Activity: Return the listing exactly as it appears, but strip out the images.
══════════
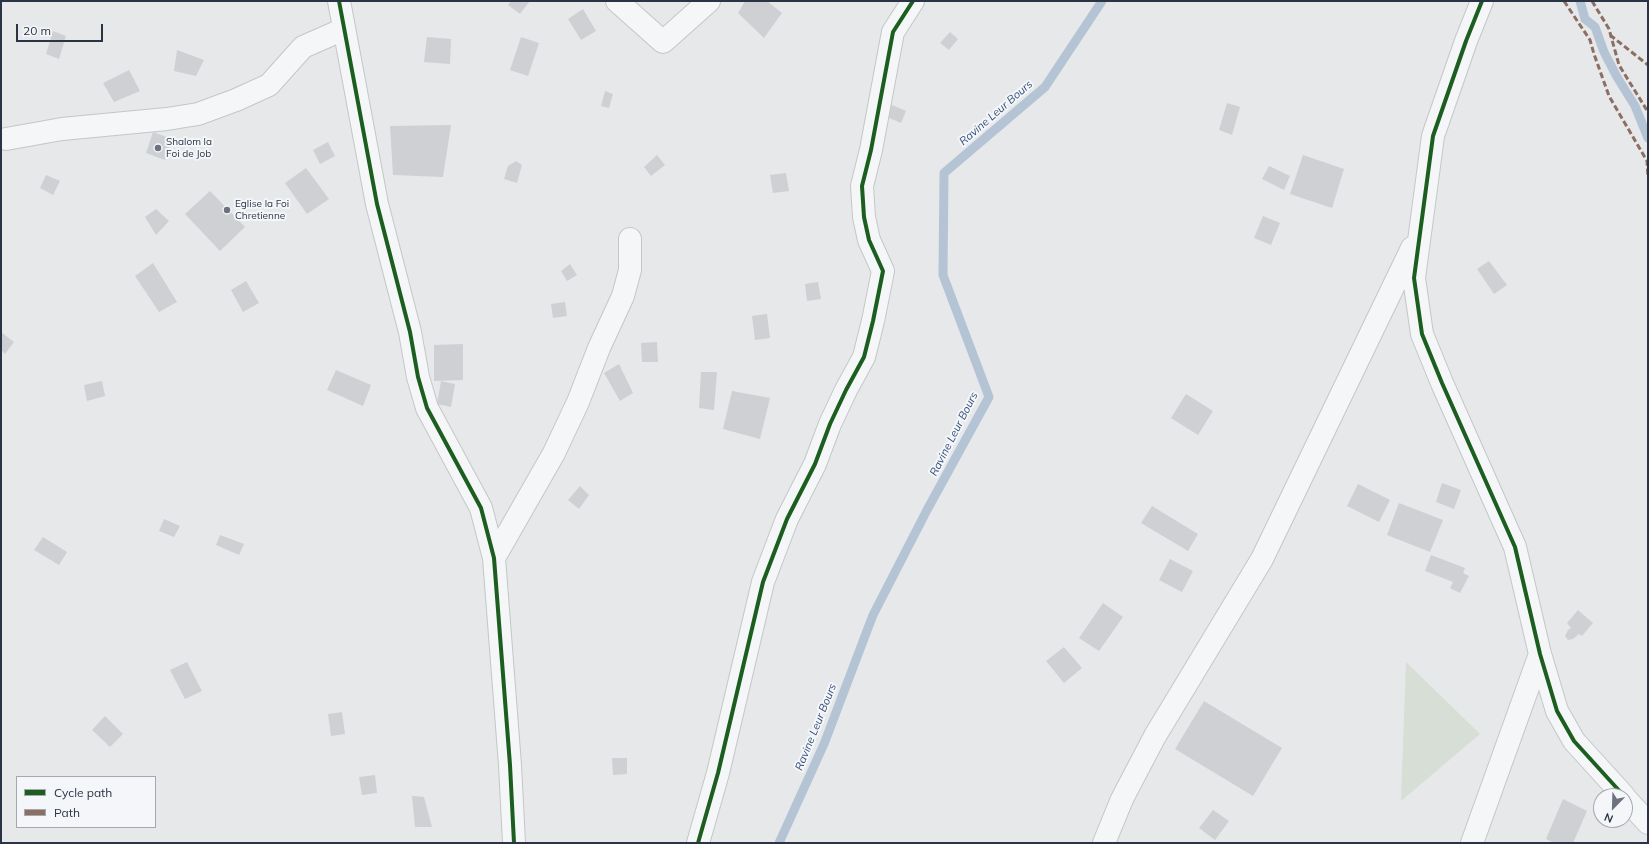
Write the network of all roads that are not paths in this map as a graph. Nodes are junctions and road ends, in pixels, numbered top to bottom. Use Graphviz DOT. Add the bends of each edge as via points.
graph roads {
  1 [pos="339,1"];
  2 [pos="616,1"];
  3 [pos="709,1"];
  4 [pos="913,1"];
  5 [pos="1482,1"];
  6 [pos="344,28"];
  7 [pos="6,139"];
  8 [pos="1421,229"];
  9 [pos="630,239"];
  10 [pos="494,558"];
  11 [pos="1540,654"];
  12 [pos="1616,788"];
  13 [pos="1633,807"];
  14 [pos="1648,823"];
  15 [pos="514,843"];
  16 [pos="698,843"];
  17 [pos="1104,843"];
  18 [pos="1472,843"];
  1 -- 6 [label="street"];
  2 -- 3 [label="street" via="663,42"];
  4 -- 16 [label="street" via="893,32 872,150 862,186 864,217 869,240 883,271 864,357 846,390 815,464 787,519 763,582 718,773"];
  5 -- 8 [label="street" via="1433,136"];
  6 -- 7 [label="street" via="303,47 269,85 198,114 68,128"];
  6 -- 10 [label="street" via="377,204 410,332 418,377 427,408 481,508"];
  8 -- 11 [label="street" via="1414,278 1422,334 1515,548"];
  8 -- 17 [label="street" via="1262,559 1155,736 1122,799"];
  9 -- 10 [label="street" via="630,270 623,296 578,402 554,454"];
  10 -- 15 [label="street"];
  11 -- 12 [label="street" via="1557,711 1574,742"];
  11 -- 18 [label="street"];
  13 -- 14 [label="street"];
}
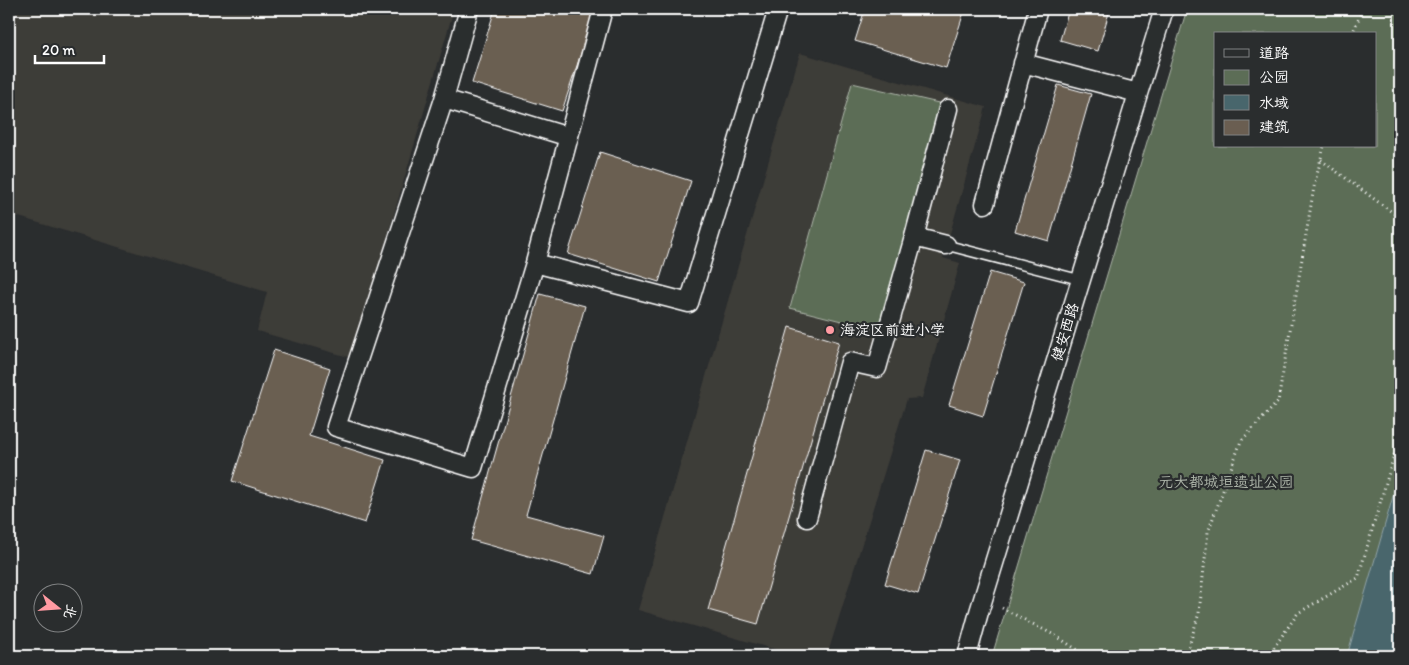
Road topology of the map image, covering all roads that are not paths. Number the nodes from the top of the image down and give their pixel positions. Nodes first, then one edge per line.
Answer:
1 (469, 9) edge
2 (603, 9) edge
3 (778, 9) edge
4 (1038, 9) edge
5 (1164, 9) edge
6 (1023, 63) junction
7 (1138, 93) junction
8 (444, 99) junction
9 (948, 109) dead end
10 (569, 137) junction
11 (985, 204) dead end
12 (914, 237) junction
13 (946, 245) joint
14 (535, 263) junction
15 (1081, 280) junction
16 (807, 518) dead end
17 (967, 656) edge

1 - 8 street
2 - 10 street
3 - 14 street
4 - 6 street
5 - 7 street, 健安西路
6 - 7 street
6 - 11 street
7 - 15 street, 健安西路
8 - 10 street
8 - 14 street
9 - 12 street
10 - 14 street
12 - 13 street
12 - 16 street
13 - 15 lane
15 - 17 street, 健安西路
══════════
Solution to the exercise:
Write the network of all roads that are not paths in this map as a graph. Nodes are junctions and road ends, in pixels, numbered top to bottom. Use Graphviz DOT. Add the bends of each edge as via points.
graph roads {
  1 [pos="339,1"];
  2 [pos="616,1"];
  3 [pos="709,1"];
  4 [pos="913,1"];
  5 [pos="1482,1"];
  6 [pos="344,28"];
  7 [pos="6,139"];
  8 [pos="1421,229"];
  9 [pos="630,239"];
  10 [pos="494,558"];
  11 [pos="1540,654"];
  12 [pos="1616,788"];
  13 [pos="1633,807"];
  14 [pos="1648,823"];
  15 [pos="514,843"];
  16 [pos="698,843"];
  17 [pos="1104,843"];
  18 [pos="1472,843"];
  1 -- 6 [label="street"];
  2 -- 3 [label="street" via="663,42"];
  4 -- 16 [label="street" via="893,32 872,150 862,186 864,217 869,240 883,271 864,357 846,390 815,464 787,519 763,582 718,773"];
  5 -- 8 [label="street" via="1433,136"];
  6 -- 7 [label="street" via="303,47 269,85 198,114 68,128"];
  6 -- 10 [label="street" via="377,204 410,332 418,377 427,408 481,508"];
  8 -- 11 [label="street" via="1414,278 1422,334 1515,548"];
  8 -- 17 [label="street" via="1262,559 1155,736 1122,799"];
  9 -- 10 [label="street" via="630,270 623,296 578,402 554,454"];
  10 -- 15 [label="street"];
  11 -- 12 [label="street" via="1557,711 1574,742"];
  11 -- 18 [label="street"];
  13 -- 14 [label="street"];
}
Road topology of the map image, covering all roads that are not paths. Number the nodes from the top of the image down and give their pixel positions. Nodes first, then one edge per line.
Answer:
1 (469, 9) edge
2 (603, 9) edge
3 (778, 9) edge
4 (1038, 9) edge
5 (1164, 9) edge
6 (1023, 63) junction
7 (1138, 93) junction
8 (444, 99) junction
9 (948, 109) dead end
10 (569, 137) junction
11 (985, 204) dead end
12 (914, 237) junction
13 (946, 245) joint
14 (535, 263) junction
15 (1081, 280) junction
16 (807, 518) dead end
17 (967, 656) edge

1 - 8 street
2 - 10 street
3 - 14 street
4 - 6 street
5 - 7 street, 健安西路
6 - 7 street
6 - 11 street
7 - 15 street, 健安西路
8 - 10 street
8 - 14 street
9 - 12 street
10 - 14 street
12 - 13 street
12 - 16 street
13 - 15 lane
15 - 17 street, 健安西路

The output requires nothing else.